What to do:
Exclude the pictures, then repeat the remaining data exactly.

□ □ □ □

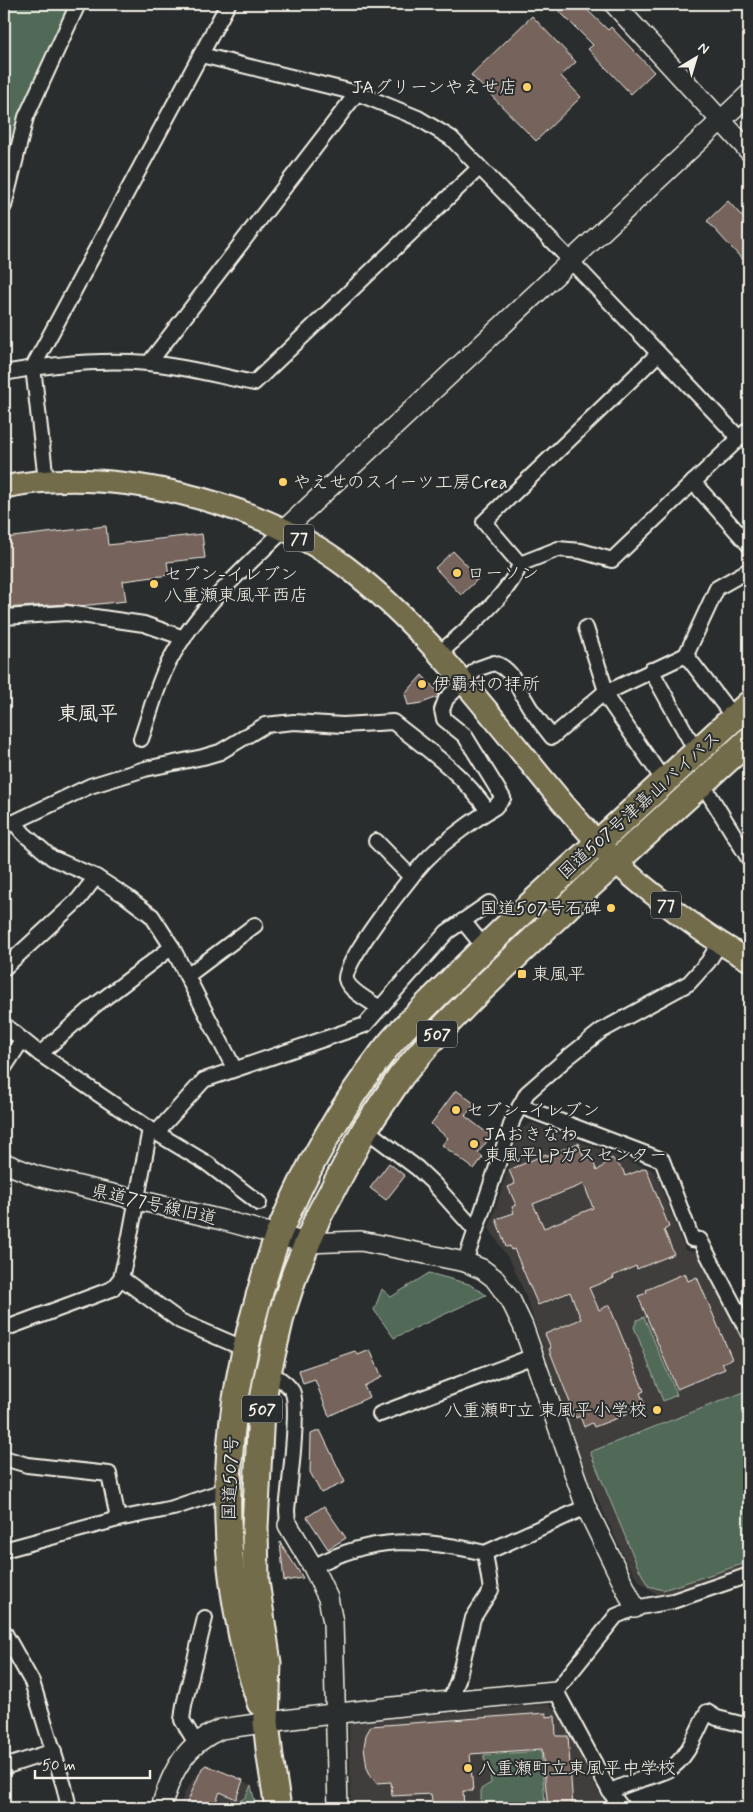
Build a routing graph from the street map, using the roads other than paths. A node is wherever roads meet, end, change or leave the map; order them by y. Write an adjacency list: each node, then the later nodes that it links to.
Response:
1 (78, 4): 10 (street)
2 (228, 4): 4 (street)
3 (614, 4): 7 (street)
4 (201, 55): 5 (street); 14 (street)
5 (356, 93): 9 (street); 13 (street)
6 (749, 94): 7 (street)
7 (720, 122): 8 (street); 11 (street)
8 (749, 151)
9 (480, 168): 11 (street); 13 (street)
10 (4, 206)
11 (571, 261): 12 (street); 20 (street)
12 (658, 354): 16 (street); 22 (street)
13 (149, 363): 14 (street)
14 (33, 367): 15 (street); 17 (street)
15 (4, 373)
16 (744, 434): 18 (street)
17 (46, 480): 19 (main road, 77); 20 (main road, 77)
18 (693, 482): 21 (street); 22 (street)
19 (4, 487)
20 (284, 530): 26 (street); 27 (main road, 77)
21 (749, 545)
22 (520, 564): 27 (street)
23 (749, 570): 28 (street)
24 (4, 617): 26 (street)
25 (586, 628): 31 (street)
26 (184, 638): 33 (street)
27 (439, 654): 30 (main road, 77)
28 (686, 655): 29 (street); 32 (street)
29 (651, 670): 31 (street); 35 (street)
30 (464, 681): 31 (street); 38 (street); 41 (main road, 77)
31 (606, 691): 36 (street)
32 (742, 711): 35 (highway, 国道507号津嘉山バイパス / 507)
33 (141, 739)
34 (749, 740): 37 (highway, 国道507号津嘉山バイパス / 507)
35 (697, 753): 36 (highway, 国道507号津嘉山バイパス / 507)
36 (664, 781): 41 (highway, 国道507号津嘉山バイパス / 507)
37 (702, 783): 42 (street); 43 (highway, 国道507号津嘉山バイパス / 507)
38 (488, 811): 39 (street); 45 (street)
39 (9, 824): 44 (street)
40 (376, 841): 45 (street)
41 (598, 842): 43 (main road, 77); 51 (highway, 国道507号津嘉山バイパス / 507)
42 (749, 859)
43 (616, 862): 49 (main road, 77); 62 (highway, 国道507号津嘉山バイパス / 507)
44 (96, 877): 50 (street); 53 (street)
45 (411, 877): 55 (street)
46 (489, 903): 47 (street)
47 (463, 921): 51 (street); 55 (street)
48 (255, 925): 54 (street)
49 (719, 944): 52 (main road, 77); 61 (street)
50 (172, 947): 54 (street); 58 (street)
51 (484, 947): 68 (highway, 国道507号津嘉山バイパス / 507)
52 (749, 960)
53 (4, 968)
54 (187, 976): 60 (street)
55 (380, 1008): 60 (street)
56 (4, 1024): 57 (street)
57 (22, 1040): 58 (street); 59 (street)
58 (40, 1054): 63 (street)
59 (4, 1068)
60 (234, 1068): 63 (street)
61 (520, 1106): 67 (street); 73 (street)
62 (364, 1129): 67 (street); 69 (highway, 国道507号津嘉山バイパス / 507)
63 (153, 1131): 65 (street); 66 (street)
64 (4, 1163): 65 (street, 県道77号線旧道)
65 (137, 1200): 68 (street, 県道77号線旧道); 71 (street)
66 (259, 1202)
67 (475, 1230): 70 (street)
68 (278, 1236): 69 (street, 県道77号線旧道); 74 (highway, 国道507号 / 507)
69 (306, 1243): 70 (street, 県道77号線旧道); 76 (highway, 国道507号 / 507)
70 (465, 1262): 75 (street, 県道77号線旧道)
71 (121, 1278): 72 (street); 74 (street)
72 (4, 1329)
73 (749, 1334)
74 (245, 1349): 79 (highway, 国道507号 / 507)
75 (534, 1356): 77 (street); 80 (street, 県道77号線旧道)
76 (268, 1371): 82 (street); 93 (highway, 国道507号 / 507)
77 (380, 1414)
78 (4, 1458): 81 (street)
79 (228, 1489): 81 (street); 93 (highway, 国道507号 / 507)
80 (586, 1508): 84 (street); 87 (street, 県道77号線旧道)
81 (118, 1519): 83 (street)
82 (288, 1525): 85 (street)
83 (4, 1550)
84 (485, 1553): 85 (street); 91 (street)
85 (313, 1567): 92 (street)
86 (749, 1575): 87 (street)
87 (635, 1608): 90 (street)
88 (204, 1618): 95 (street)
89 (4, 1632): 96 (street)
90 (556, 1691): 91 (street); 98 (street)
91 (450, 1701): 92 (street)
92 (336, 1714): 93 (street); 102 (street)
93 (266, 1722): 95 (street); 101 (highway, 国道507号 / 507)
94 (749, 1726): 98 (street)
95 (196, 1743): 100 (street)
96 (54, 1751): 97 (street); 99 (street)
97 (4, 1767)
98 (610, 1792): 103 (street)
99 (69, 1808)
100 (161, 1808)
101 (278, 1808)
102 (338, 1808)
103 (622, 1808)

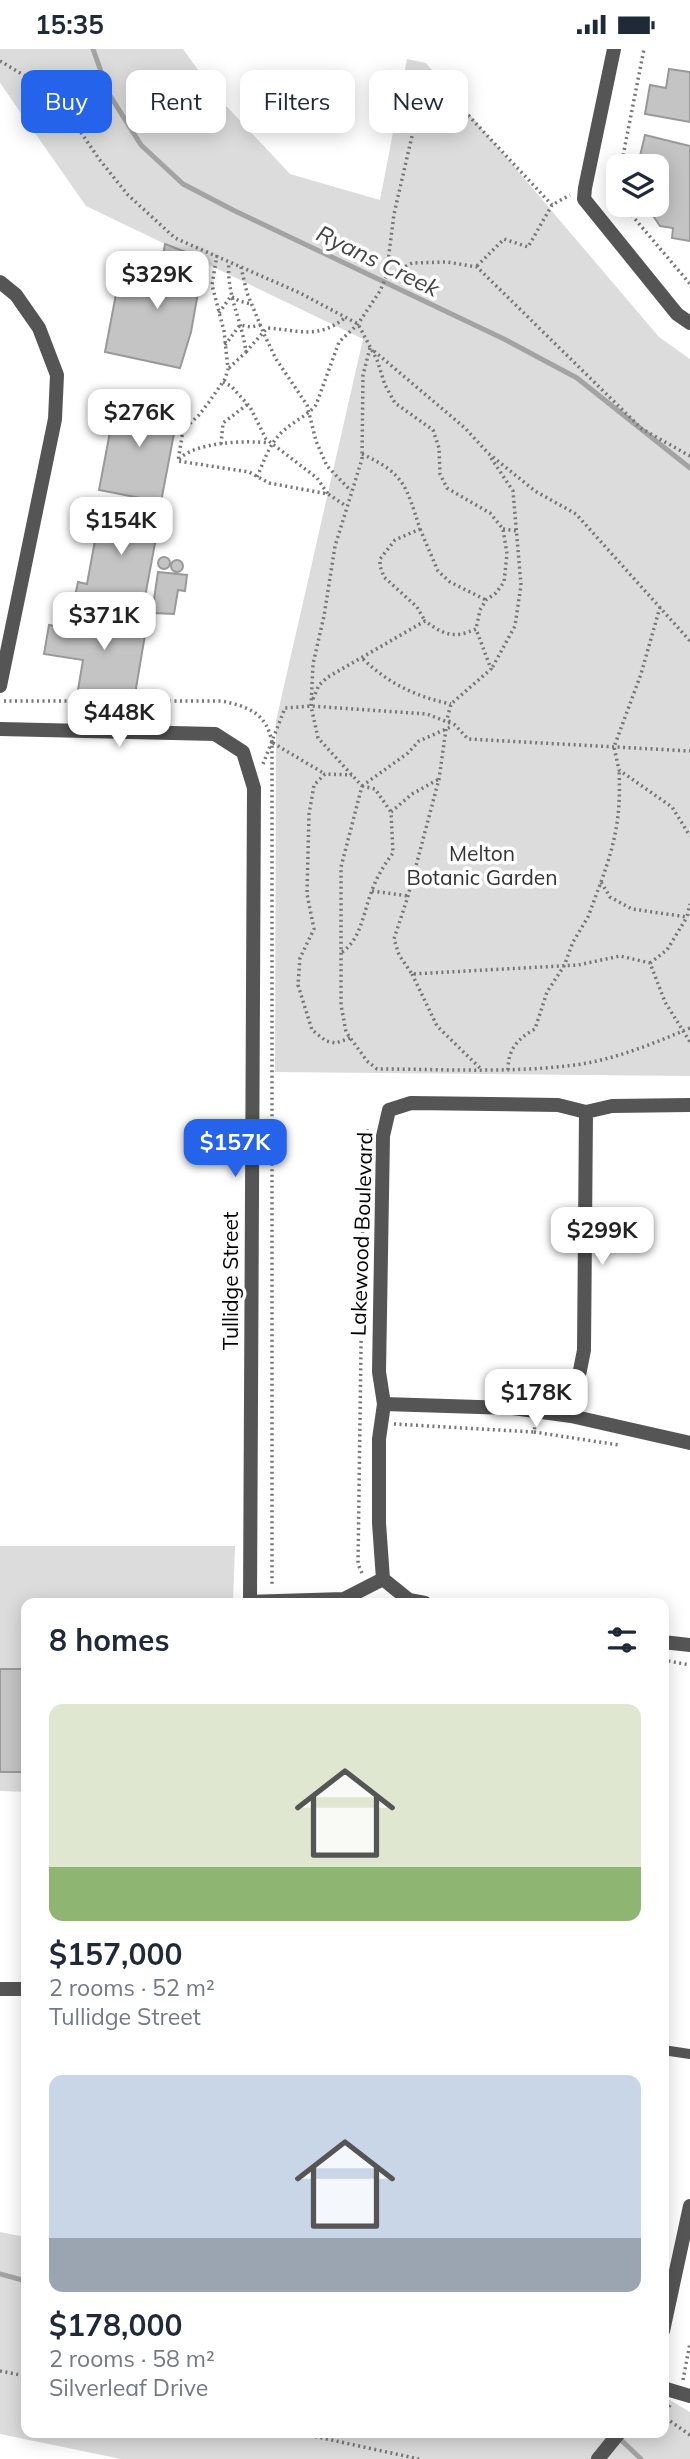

□ □ □ □

Problem solution:
Build a routing graph from the street map, using the roads other than paths. A node is wherever roads meet, end, change or leave the map; order them by y. Write an adjacency list: each node, then the later nodes that it links to.
Response:
1 (78, 4): 10 (street)
2 (228, 4): 4 (street)
3 (614, 4): 7 (street)
4 (201, 55): 5 (street); 14 (street)
5 (356, 93): 9 (street); 13 (street)
6 (749, 94): 7 (street)
7 (720, 122): 8 (street); 11 (street)
8 (749, 151)
9 (480, 168): 11 (street); 13 (street)
10 (4, 206)
11 (571, 261): 12 (street); 20 (street)
12 (658, 354): 16 (street); 22 (street)
13 (149, 363): 14 (street)
14 (33, 367): 15 (street); 17 (street)
15 (4, 373)
16 (744, 434): 18 (street)
17 (46, 480): 19 (main road, 77); 20 (main road, 77)
18 (693, 482): 21 (street); 22 (street)
19 (4, 487)
20 (284, 530): 26 (street); 27 (main road, 77)
21 (749, 545)
22 (520, 564): 27 (street)
23 (749, 570): 28 (street)
24 (4, 617): 26 (street)
25 (586, 628): 31 (street)
26 (184, 638): 33 (street)
27 (439, 654): 30 (main road, 77)
28 (686, 655): 29 (street); 32 (street)
29 (651, 670): 31 (street); 35 (street)
30 (464, 681): 31 (street); 38 (street); 41 (main road, 77)
31 (606, 691): 36 (street)
32 (742, 711): 35 (highway, 国道507号津嘉山バイパス / 507)
33 (141, 739)
34 (749, 740): 37 (highway, 国道507号津嘉山バイパス / 507)
35 (697, 753): 36 (highway, 国道507号津嘉山バイパス / 507)
36 (664, 781): 41 (highway, 国道507号津嘉山バイパス / 507)
37 (702, 783): 42 (street); 43 (highway, 国道507号津嘉山バイパス / 507)
38 (488, 811): 39 (street); 45 (street)
39 (9, 824): 44 (street)
40 (376, 841): 45 (street)
41 (598, 842): 43 (main road, 77); 51 (highway, 国道507号津嘉山バイパス / 507)
42 (749, 859)
43 (616, 862): 49 (main road, 77); 62 (highway, 国道507号津嘉山バイパス / 507)
44 (96, 877): 50 (street); 53 (street)
45 (411, 877): 55 (street)
46 (489, 903): 47 (street)
47 (463, 921): 51 (street); 55 (street)
48 (255, 925): 54 (street)
49 (719, 944): 52 (main road, 77); 61 (street)
50 (172, 947): 54 (street); 58 (street)
51 (484, 947): 68 (highway, 国道507号津嘉山バイパス / 507)
52 (749, 960)
53 (4, 968)
54 (187, 976): 60 (street)
55 (380, 1008): 60 (street)
56 (4, 1024): 57 (street)
57 (22, 1040): 58 (street); 59 (street)
58 (40, 1054): 63 (street)
59 (4, 1068)
60 (234, 1068): 63 (street)
61 (520, 1106): 67 (street); 73 (street)
62 (364, 1129): 67 (street); 69 (highway, 国道507号津嘉山バイパス / 507)
63 (153, 1131): 65 (street); 66 (street)
64 (4, 1163): 65 (street, 県道77号線旧道)
65 (137, 1200): 68 (street, 県道77号線旧道); 71 (street)
66 (259, 1202)
67 (475, 1230): 70 (street)
68 (278, 1236): 69 (street, 県道77号線旧道); 74 (highway, 国道507号 / 507)
69 (306, 1243): 70 (street, 県道77号線旧道); 76 (highway, 国道507号 / 507)
70 (465, 1262): 75 (street, 県道77号線旧道)
71 (121, 1278): 72 (street); 74 (street)
72 (4, 1329)
73 (749, 1334)
74 (245, 1349): 79 (highway, 国道507号 / 507)
75 (534, 1356): 77 (street); 80 (street, 県道77号線旧道)
76 (268, 1371): 82 (street); 93 (highway, 国道507号 / 507)
77 (380, 1414)
78 (4, 1458): 81 (street)
79 (228, 1489): 81 (street); 93 (highway, 国道507号 / 507)
80 (586, 1508): 84 (street); 87 (street, 県道77号線旧道)
81 (118, 1519): 83 (street)
82 (288, 1525): 85 (street)
83 (4, 1550)
84 (485, 1553): 85 (street); 91 (street)
85 (313, 1567): 92 (street)
86 (749, 1575): 87 (street)
87 (635, 1608): 90 (street)
88 (204, 1618): 95 (street)
89 (4, 1632): 96 (street)
90 (556, 1691): 91 (street); 98 (street)
91 (450, 1701): 92 (street)
92 (336, 1714): 93 (street); 102 (street)
93 (266, 1722): 95 (street); 101 (highway, 国道507号 / 507)
94 (749, 1726): 98 (street)
95 (196, 1743): 100 (street)
96 (54, 1751): 97 (street); 99 (street)
97 (4, 1767)
98 (610, 1792): 103 (street)
99 (69, 1808)
100 (161, 1808)
101 (278, 1808)
102 (338, 1808)
103 (622, 1808)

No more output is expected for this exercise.